Nos anos seguintes, as mulheres continuaram a ser excluídas dos media. “Primeiro, houve uma proibição a nível nacional da voz das mulheres em público e agora, este mês, um dos últimos meios de comunicação social geridos por mulheres foi silenciado, com os escritórios de uma estação de rádio feminina sediada em Cabul, a Radio Begum, invadidos, o pessoal detido e a estação retirada do ar”.
Os talibãs acusaram a estação de rádio de violar políticas de radiodifusão, mas os membros insistiram que estavam apenas a oferecer "serviços educativos às mulheres e meninas do Afeganistão”, especialmente após a proibição do ensino superior para mulheres.
Antes de os talibãs tomarem o poder, o Afeganistão tinha cerca de 543 meios de comunicação com quase 11 mil colaboradores. Em Novembro de 2021, 43% destes meios foram encerrados e restaram apenas 4 360 trabalhadores. “A situação tem sido ainda pior para as mulheres nos meios de comunicação social”, relata o The Guardian, acrescentando que uma estimativa recente da Federação Internacional de Jornalistas documentou apenas 600 jornalistas activas no Afeganistão em Março de 2024, contra 2 833 mulheres no jornalismo antes de Agosto de 2021.
"Não consigo exprimir o sentimento de desespero e de miséria que sinto. É preciso ser uma mulher afegã para compreender verdadeiramente como tem sido difícil desistir de tudo aquilo por que se trabalhou. Mostrámos ao mundo que os talibãs não mudaram e não vão mudar. E isso assusta-os", diz Alia.

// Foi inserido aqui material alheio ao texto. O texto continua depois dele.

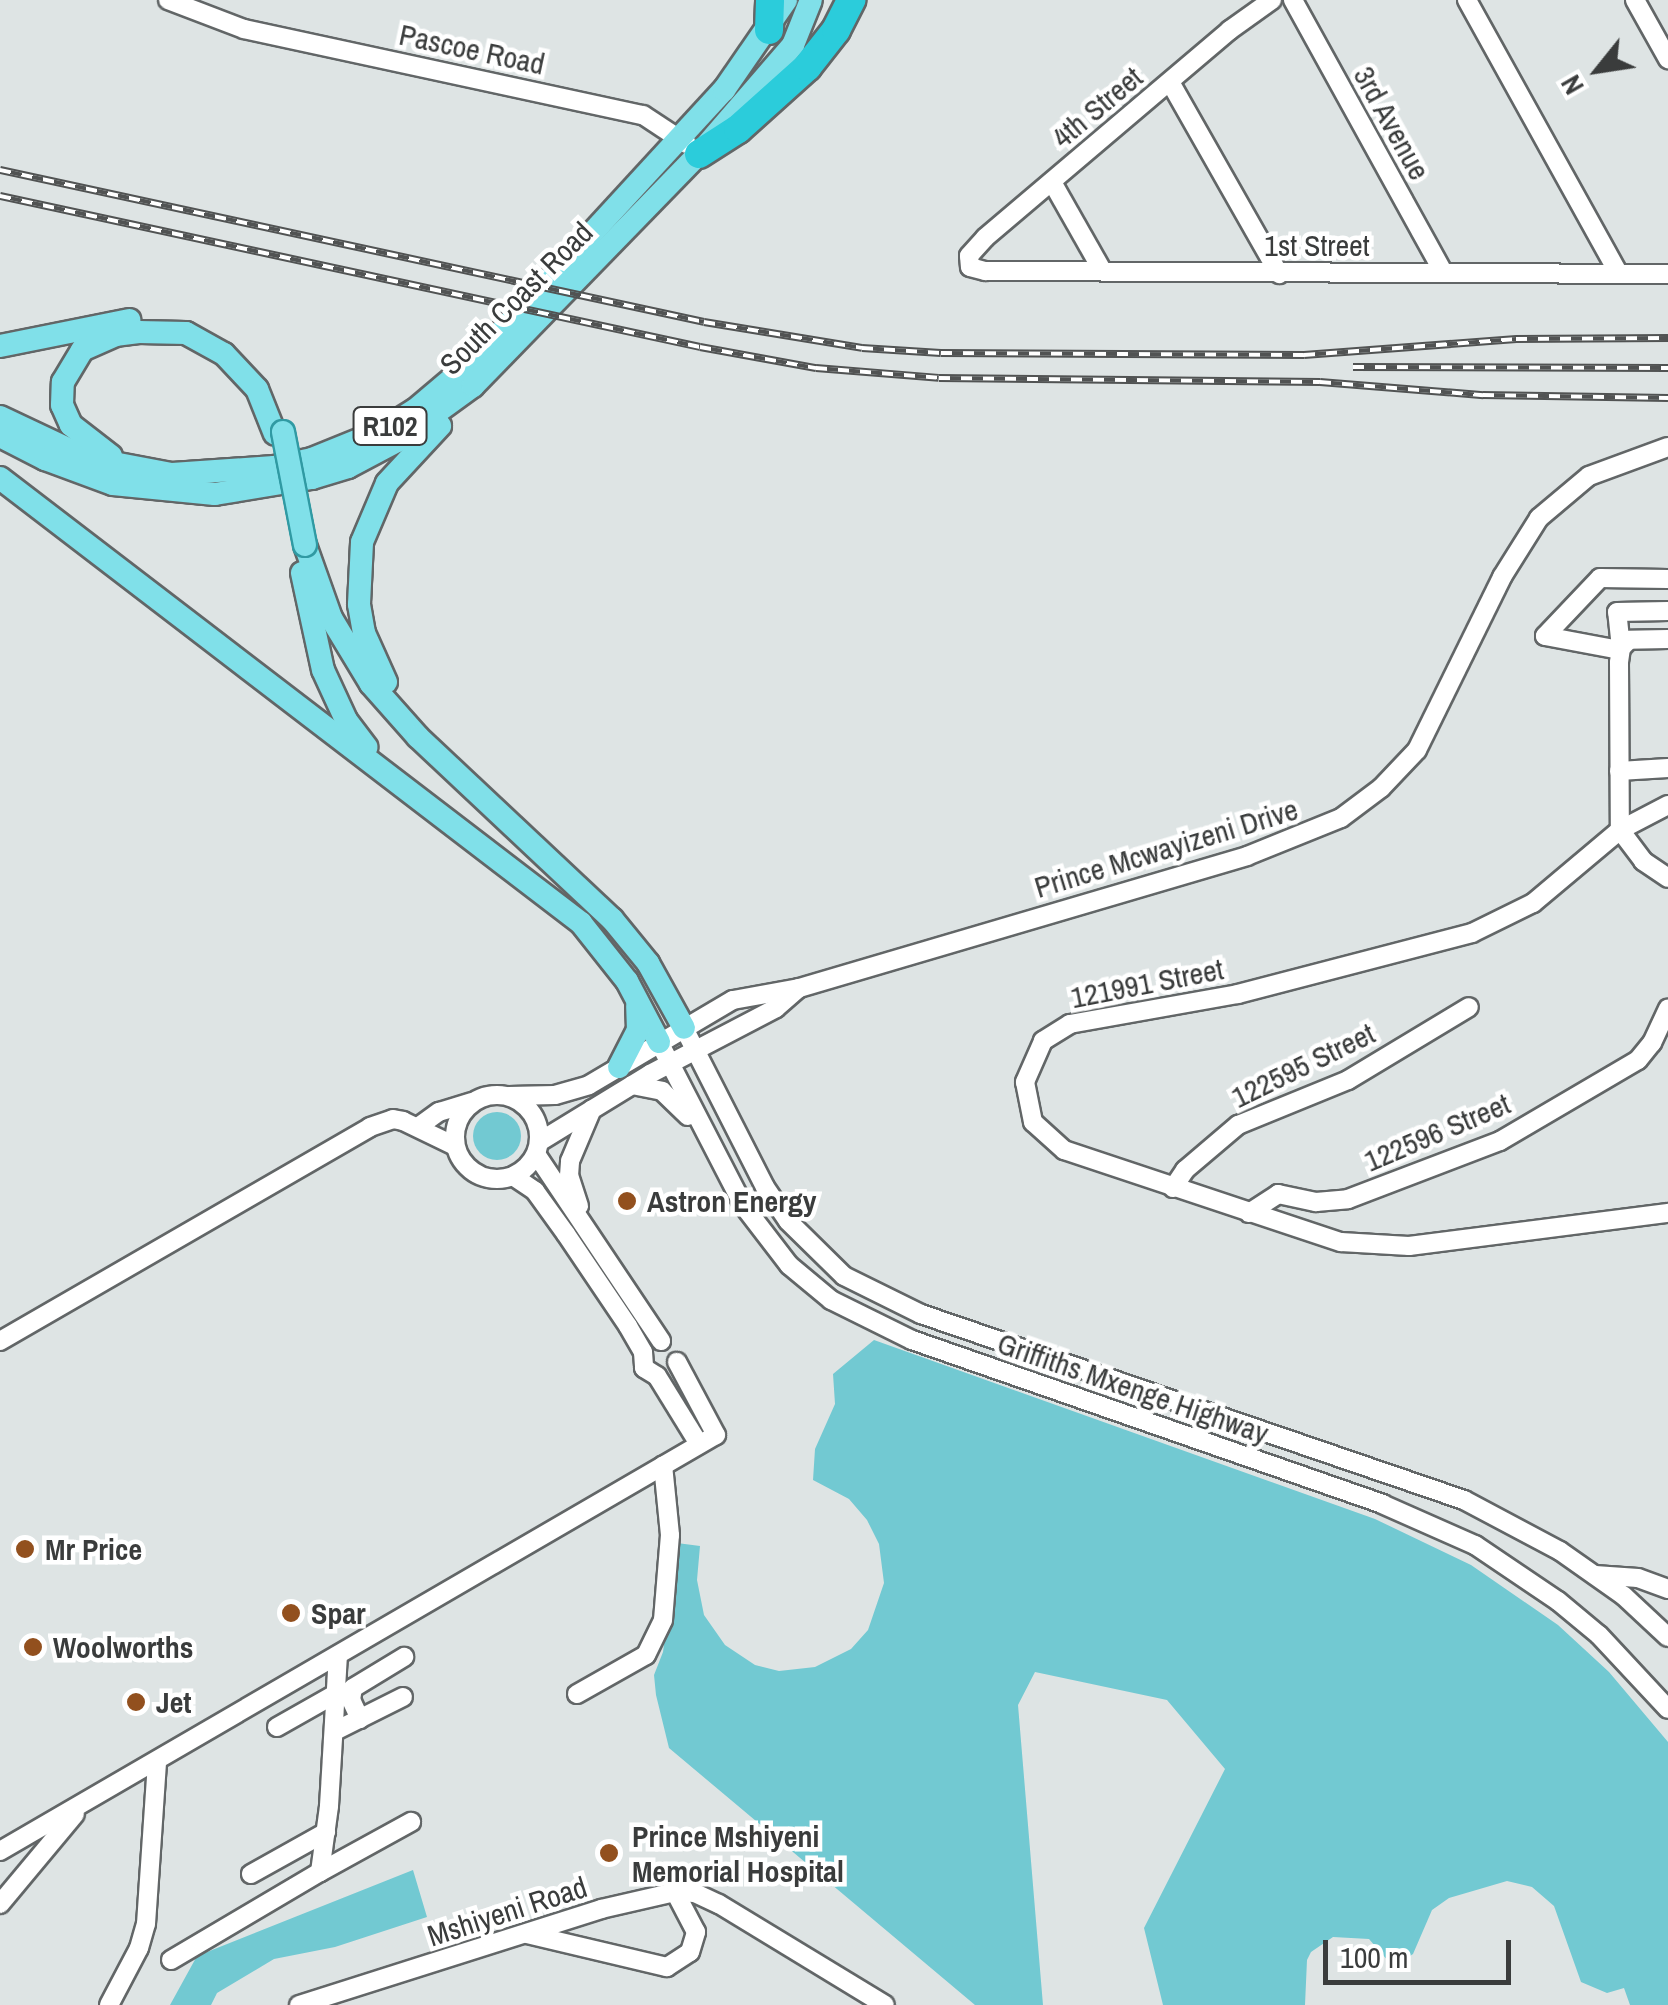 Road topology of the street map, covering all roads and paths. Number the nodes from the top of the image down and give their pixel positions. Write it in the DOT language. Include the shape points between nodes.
graph roads {
  1 [pos="168,0"];
  2 [pos="811,0"];
  3 [pos="851,0"];
  4 [pos="1272,0"];
  5 [pos="1293,0"];
  6 [pos="1467,0"];
  7 [pos="1635,0"];
  8 [pos="777,9"];
  9 [pos="1668,58"];
  10 [pos="1170,82"];
  11 [pos="690,146"];
  12 [pos="1052,182"];
  13 [pos="969,264"];
  14 [pos="1102,270"];
  15 [pos="1443,272"];
  16 [pos="1279,274"];
  17 [pos="1619,274"];
  18 [pos="1668,274"];
  19 [pos="550,312"];
  20 [pos="0,346"];
  21 [pos="0,417"];
  22 [pos="279,433"];
  23 [pos="0,436"];
  24 [pos="1668,447"];
  25 [pos="145,470"];
  26 [pos="0,478"];
  27 [pos="300,544"];
  28 [pos="1668,578"];
  29 [pos="1668,611"];
  30 [pos="1668,639"];
  31 [pos="1620,649"];
  32 [pos="1668,768"];
  33 [pos="1619,770"];
  34 [pos="400,782"];
  35 [pos="483,796"];
  36 [pos="1668,805"];
  37 [pos="1620,830"];
  38 [pos="1668,878"];
  39 [pos="800,988"];
  40 [pos="634,993"];
  41 [pos="1469,1007"];
  42 [pos="1668,1008"];
  43 [pos="684,1028"];
  44 [pos="695,1050"];
  45 [pos="664,1052"];
  46 [pos="625,1076"];
  47 [pos="509,1096"];
  48 [pos="473,1102"];
  49 [pos="592,1108"];
  50 [pos="418,1127"];
  51 [pos="455,1146"];
  52 [pos="537,1148"];
  53 [pos="718,1157"];
  54 [pos="514,1176"];
  55 [pos="1173,1188"];
  56 [pos="1248,1212"];
  57 [pos="1668,1212"];
  58 [pos="590,1233"];
  59 [pos="0,1341"];
  60 [pos="661,1341"];
  61 [pos="643,1352"];
  62 [pos="677,1362"];
  63 [pos="657,1376"];
  64 [pos="708,1440"];
  65 [pos="663,1466"];
  66 [pos="1594,1575"];
  67 [pos="1668,1588"];
  68 [pos="1668,1637"];
  69 [pos="338,1655"];
  70 [pos="404,1657"];
  71 [pos="336,1693"];
  72 [pos="577,1694"];
  73 [pos="403,1697"];
  74 [pos="1668,1709"];
  75 [pos="360,1719"];
  76 [pos="278,1726"];
  77 [pos="334,1731"];
  78 [pos="156,1761"];
  79 [pos="85,1802"];
  80 [pos="411,1822"];
  81 [pos="326,1832"];
  82 [pos="0,1851"];
  83 [pos="320,1872"];
  84 [pos="251,1874"];
  85 [pos="675,1892"];
  86 [pos="0,1904"];
  87 [pos="526,1934"];
  88 [pos="171,1960"];
  89 [pos="109,2005"];
  90 [pos="299,2005"];
  91 [pos="885,2005"];
  1 -- 11 [label="street, Pascoe Road" via="244,30 643,115"];
  2 -- 11 [label="main road, South Coast Road / R102" via="785,56"];
  3 -- 11 [label="highway" via="807,67 738,129"];
  4 -- 10 [label="street, 4th Street"];
  5 -- 15 [label="street, 3rd Avenue"];
  6 -- 17 [label="street"];
  7 -- 9 [label="street"];
  8 -- 11 [label="main road, South Coast Road / R102"];
  10 -- 12 [label="street, 4th Street"];
  10 -- 16 [label="street"];
  11 -- 19 [label="main road, South Coast Road / R102"];
  11 -- 25 [label="main road, South Coast Road / R102" via="479,356 382,432 312,459 246,472"];
  12 -- 13 [label="street, 4th Street" via="974,248"];
  12 -- 14 [label="street"];
  13 -- 14 [label="street, 1st Street" via="979,271"];
  14 -- 16 [label="street, 1st Street"];
  15 -- 16 [label="street, 1st Street"];
  15 -- 17 [label="street, 1st Street"];
  17 -- 18 [label="street, 1st Street"];
  19 -- 23 [label="main road, South Coast Road / R102" via="465,393 412,432 348,467 275,486 215,494 113,484"];
  19 -- 35 [label="main road" via="387,483 372,510 357,578 374,664 421,729"];
  20 -- 22 [label="main road" via="118,321 187,324 243,360 275,406"];
  21 -- 25 [label="main road, South Coast Road / R102" via="86,458"];
  22 -- 25 [label="main road" via="242,369 200,338 172,330 115,336 82,350 63,382 62,405 88,443"];
  22 -- 27 [label="main road"];
  24 -- 39 [label="street, Prince Mcwayizeni Drive" via="1589,476 1539,518 1502,577 1428,732 1391,778 1341,818 1247,856"];
  26 -- 34 [label="main road"];
  27 -- 34 [label="main road" via="318,653 333,695 360,740"];
  27 -- 35 [label="main road" via="331,618 371,684"];
  28 -- 31 [label="street" via="1600,578 1545,636"];
  29 -- 31 [label="street" via="1618,611"];
  30 -- 31 [label="street" via="1632,639"];
  31 -- 33 [label="street"];
  32 -- 33 [label="street"];
  33 -- 37 [label="street"];
  34 -- 40 [label="main road" via="581,922"];
  35 -- 43 [label="main road" via="612,919 648,963"];
  36 -- 37 [label="street, 121991 Street"];
  37 -- 38 [label="street" via="1643,861"];
  37 -- 55 [label="street, 121991 Street" via="1532,903 1472,933 1238,994 1078,1022 1049,1036 1035,1052 1025,1082 1038,1128 1064,1150"];
  39 -- 43 [label="street, Prince Mcwayizeni Drive" via="733,1000"];
  39 -- 44 [label="street, Prince Mcwayizeni Drive" via="776,1008"];
  40 -- 45 [label="main road"];
  40 -- 46 [label="main road" via="638,1030"];
  41 -- 55 [label="street, 122595 Street" via="1348,1080 1238,1125"];
  42 -- 56 [label="street, 122596 Street" via="1638,1060 1500,1141 1348,1199 1316,1202 1278,1194"];
  43 -- 44 [label="street, Griffiths Mxenge Highway"];
  43 -- 45 [label="street, Prince Mcwayizeni Drive"];
  44 -- 45 [label="street, Prince Mcwayizeni Drive"];
  44 -- 66 [label="street, Griffiths Mxenge Highway" via="765,1187 788,1221 844,1276 921,1314 1464,1500"];
  45 -- 46 [label="street"];
  45 -- 53 [label="street, Griffiths Mxenge Highway"];
  46 -- 47 [label="street" via="556,1096"];
  46 -- 49 [label="street"];
  46 -- 53 [label="street" via="680,1104"];
  47 -- 48 [label="street"];
  47 -- 52 [label="street" via="529,1109"];
  48 -- 50 [label="street"];
  48 -- 51 [label="street" via="457,1121"];
  49 -- 52 [label="street"];
  49 -- 58 [label="street" via="574,1144 569,1176"];
  50 -- 51 [label="street"];
  50 -- 59 [label="street" via="393,1119 370,1127"];
  51 -- 54 [label="street" via="476,1174 494,1180"];
  52 -- 54 [label="street"];
  52 -- 58 [label="street"];
  53 -- 74 [label="street, Griffiths Mxenge Highway" via="761,1232 832,1300 912,1340 1382,1504 1476,1544 1558,1601"];
  54 -- 61 [label="street" via="535,1191"];
  55 -- 56 [label="street, 121991 Street"];
  56 -- 57 [label="street, 121991 Street" via="1320,1238 1390,1246"];
  58 -- 60 [label="street"];
  60 -- 61 [label="street"];
  60 -- 62 [label="street" via="674,1349"];
  61 -- 63 [label="street" via="644,1368"];
  62 -- 63 [label="street"];
  62 -- 64 [label="street"];
  63 -- 64 [label="street"];
  64 -- 65 [label="street"];
  65 -- 69 [label="street"];
  65 -- 72 [label="street" via="670,1535 663,1620 646,1654"];
  66 -- 67 [label="street"];
  66 -- 68 [label="street, Griffiths Mxenge Highway"];
  69 -- 71 [label="street"];
  69 -- 78 [label="street"];
  70 -- 75 [label="street" via="352,1688"];
  71 -- 76 [label="street"];
  71 -- 77 [label="street"];
  73 -- 75 [label="street"];
  75 -- 77 [label="street"];
  77 -- 81 [label="street"];
  78 -- 79 [label="street"];
  78 -- 89 [label="street" via="146,1924"];
  79 -- 82 [label="street"];
  79 -- 86 [label="street"];
  80 -- 83 [label="street"];
  81 -- 83 [label="street"];
  81 -- 84 [label="street"];
  83 -- 88 [label="street"];
  85 -- 87 [label="street, Mshiyeni Road"];
  85 -- 87 [label="street" via="696,1932 690,1952 667,1967"];
  85 -- 91 [label="street, Mshiyeni Road" via="719,1904"];
  87 -- 90 [label="street, Mshiyeni Road"];
}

Algumas vozes femininas resistem nas províncias do Norte, devido a divergências no seio dos talibãs sobre a exclusão das mulheres da sociedade. A rádio continua a ser uma fonte vital de informação para muitas famílias num país com alta pobreza e baixo acesso à Internet e televisão. Alia acredita que os media “são a única fonte capaz de expor os crimes dos talibãs ao povo e ao mundo, de expor a forma como têm vindo a privar as mulheres e outros grupos. E também ajuda os afegãos a estarem mais conscientes através de programas como os da Radio Begum".